Whatever the legal outcome, the fact remains that a pretty little four-year-old girl is dead. Neighbors told reporters how Roxanne’s father had visited the little girl at least twice each week and how happy she always seemed to be when he arrived. The Buffalo News story of Sept. 21 had this ending:
Although neighbors Thursday said that they never saw the little girl playing outside, her father, Mr. Elliott, talked about her energy and her precociousness. She loved to dance and draw and could name all the states, he said.
“She had a mind like you wouldn’t believe,” he told The News. “She was like a little adult, a little Shirley Temple. She was so vivacious.” Mr. Elliott then politely declined any further comment, and broke down in tears.
David Pack’s Reign of Terror
On the night of Roxanne Elliott’s death, one of the last people – probably the very last one – Lois Elliott phoned before the tragedy was WCG minister David Pack, pastor of the Buffalo (North), New York congregation.. Exactly what was said, we don’t know. At least not yet. That information may well come out should Lois Elliott ever recover sufficiently to stand trial. What is remarkable, however, is how often Pack’s name seems to appear in conjunction with tragedies in the WCG. For a number of years now, no WCG minister’s name has appeared more often in letters written to the Report complaining of ministerial abuse.
Pack, a burly 6-foot, 5-inch Ambassador College graduate known locally for his authoritarian style, has so incensed some in his flock that a group have circulated an open letter detailing his abuses and have called for his removal. The letter describes Pack’s ministerial leadership as a “Reign of Terror.” On the cover page, addressed to WCG headquarters leaders, they wrote: “David’s power-crazed quest to totally dominate the mind, body, and spirit of church members has not been done in a corner and has been done clearly in view of all to see at headquarters in Pasadena.”
On the following 13 pages of their letter the allegations about Pack read like a horror story.
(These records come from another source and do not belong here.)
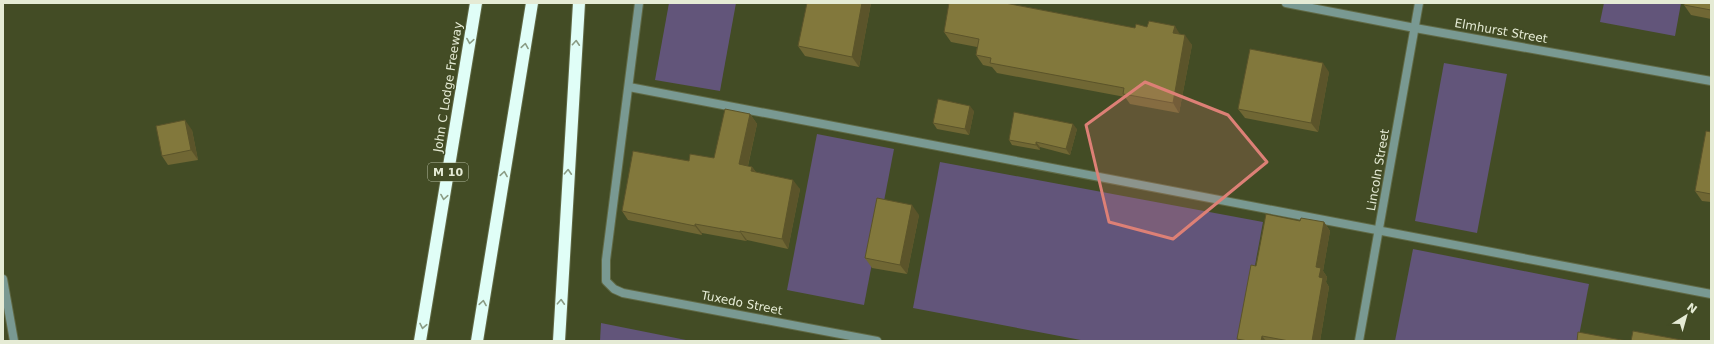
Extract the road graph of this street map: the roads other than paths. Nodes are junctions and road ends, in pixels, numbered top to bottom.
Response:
1 (476, 3) edge
2 (532, 3) edge
3 (578, 3) edge
4 (639, 3) edge
5 (1286, 3) edge
6 (1419, 3) edge
7 (1415, 28) junction
8 (1711, 81) edge
9 (629, 87) junction
10 (1379, 231) junction
11 (3, 279) edge
12 (1711, 294) edge
13 (14, 341) edge
14 (420, 341) edge
15 (477, 341) edge
16 (559, 341) edge
17 (877, 341) edge
18 (1359, 341) edge

1 -> 14 highway, John C Lodge Freeway / M 10
15 -> 2 highway
16 -> 3 highway
4 - 9 street
5 - 7 street, Elmhurst Street
6 - 7 street, Lincoln Street
7 - 8 street, Elmhurst Street
7 - 10 street, Lincoln Street
9 - 10 street
9 - 17 street, Tuxedo Street
10 - 12 street
10 - 18 street, Lincoln Street
11 - 13 street

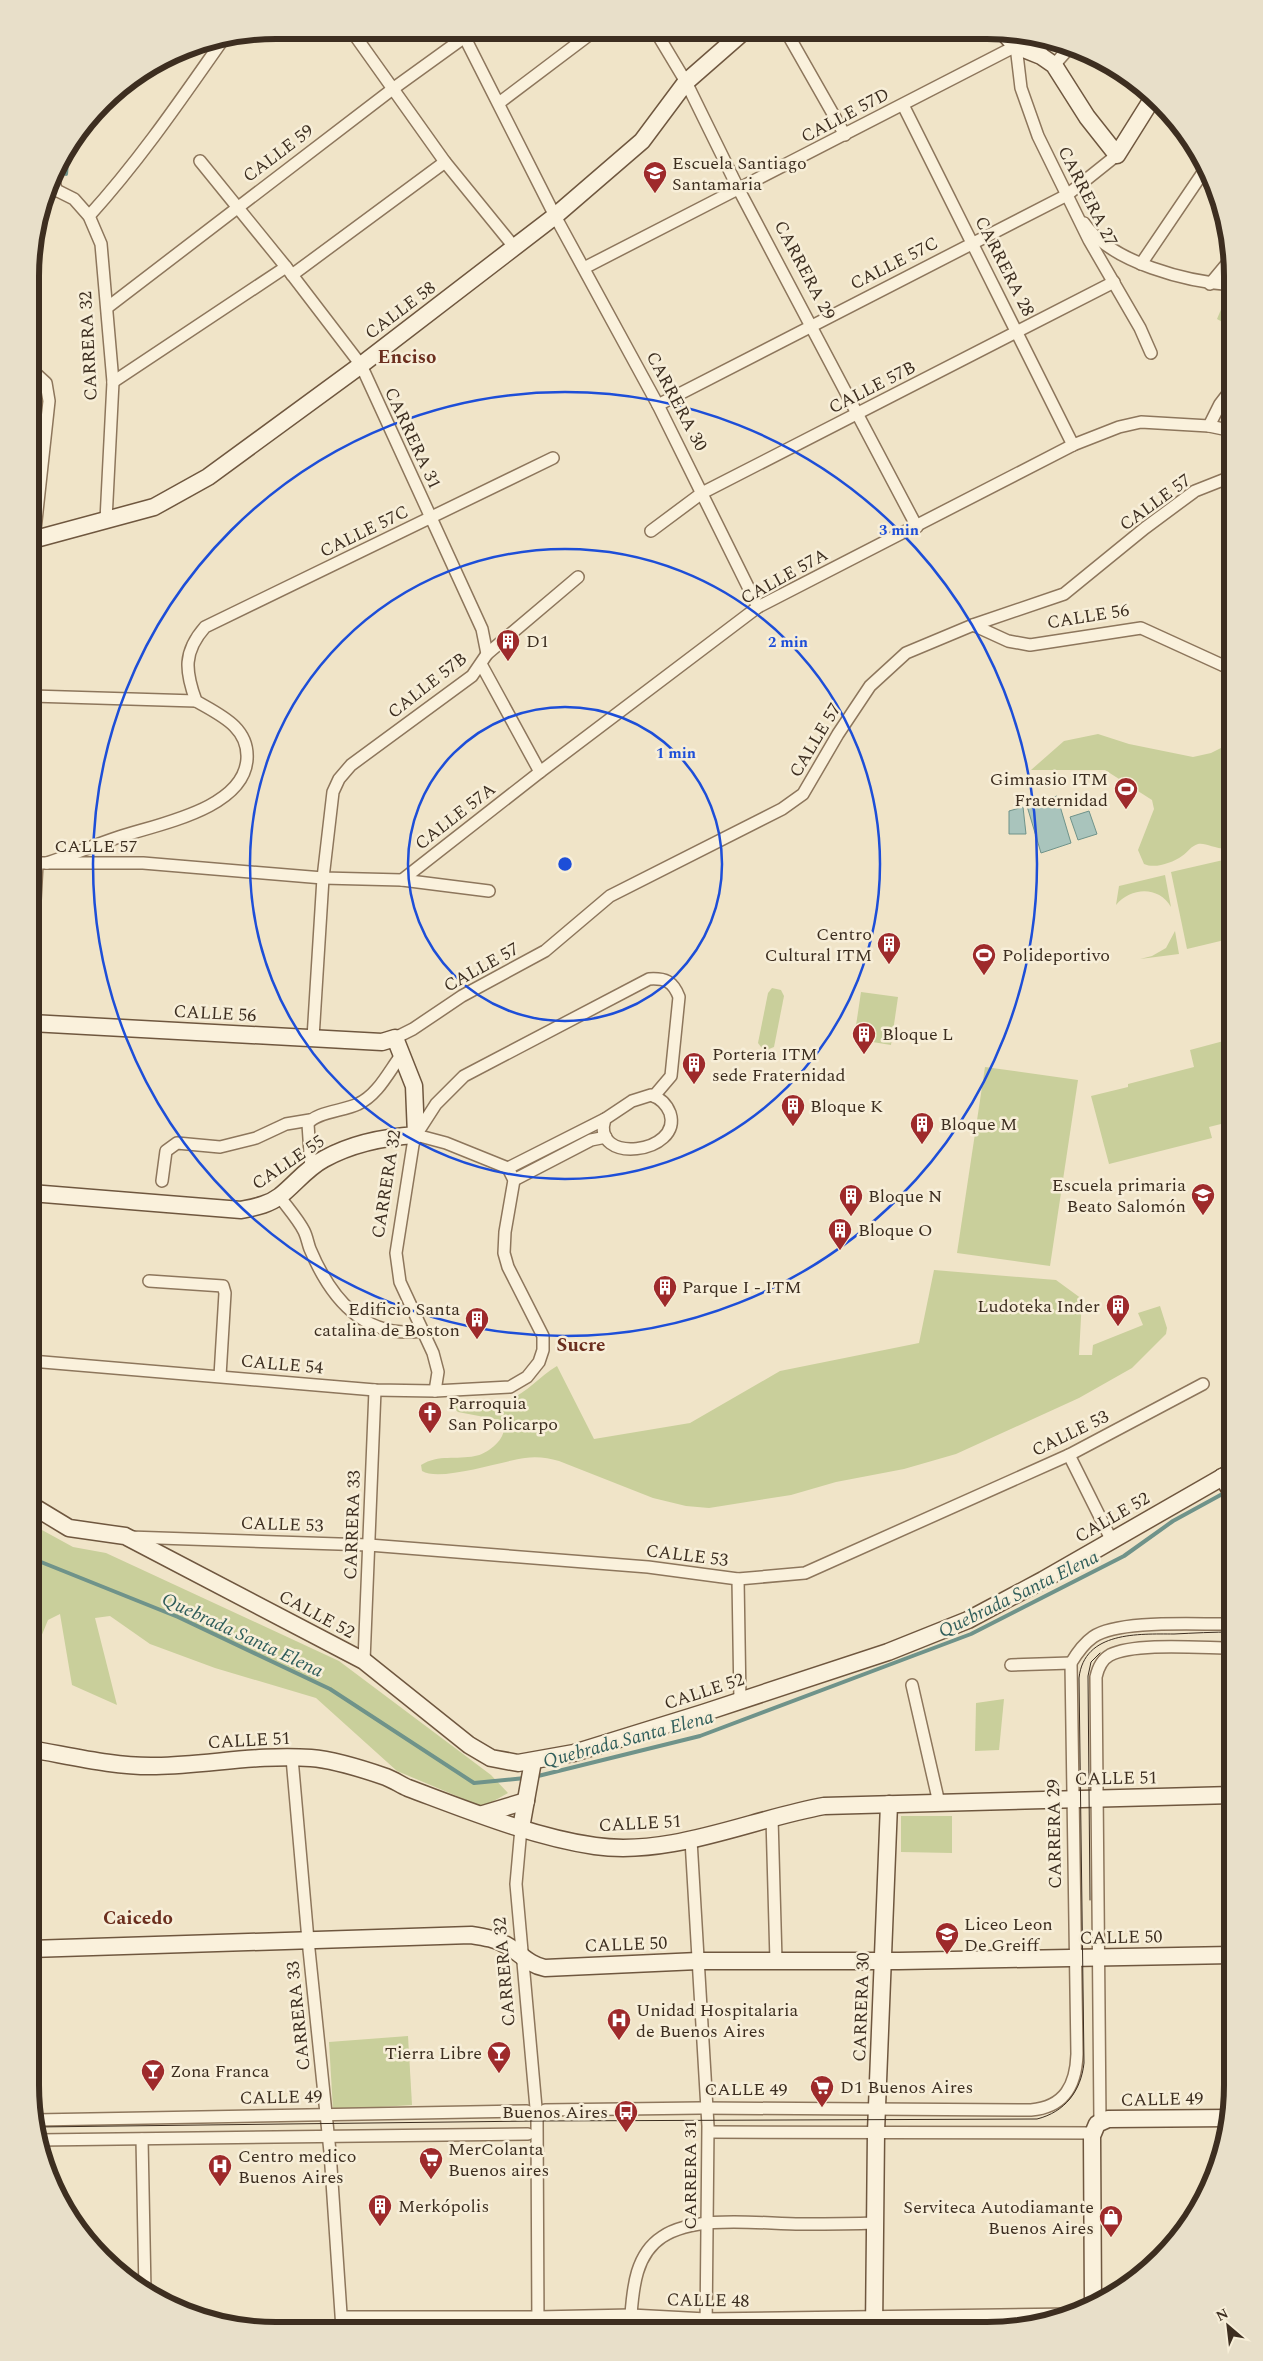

The authors contend that Pack constantly intimidates members, uses threats and mind-control methods, is given to extreme emotional outbursts, is highly political, believes in winning at all cost, has disfellowshipped members for trivial faults, prescribes diets while “playing M.D.,” insists on being addressed as Mr. Pack, enjoys wearing skimpy, skin-tight shorts to sporting events, has actually worn a wolf costume to church socials, enjoys putting down women, and told one married woman with children, “It would be better for you to shack up one night with a man than wear makeup.”
The letter quotes Pack as having said, “Everyone who has challenged me has either died, been seriously injured or has been eliminated from the work.” And, “God backs me even if I am wrong.”
On page 7 the authors made this statement to Pack (emphasis ours):
Doesn’t it bother you that while you were in charge of the Rochester and Syracuse area there were three suicides? One can only wonder why they chose to kill themselves while you were their main advisor in the area. Perhaps you suggested to one or more of them that they would in no way make it into the Kingdom of God…. A statement such as, “You are no longer in the body of Christ,” could have caused one to give up and kill himself.
The above quote was written well before the Elliott family tragedy. Some who knew little Roxanne and her mother Lois Elliott wonder if it might have been a prophecy.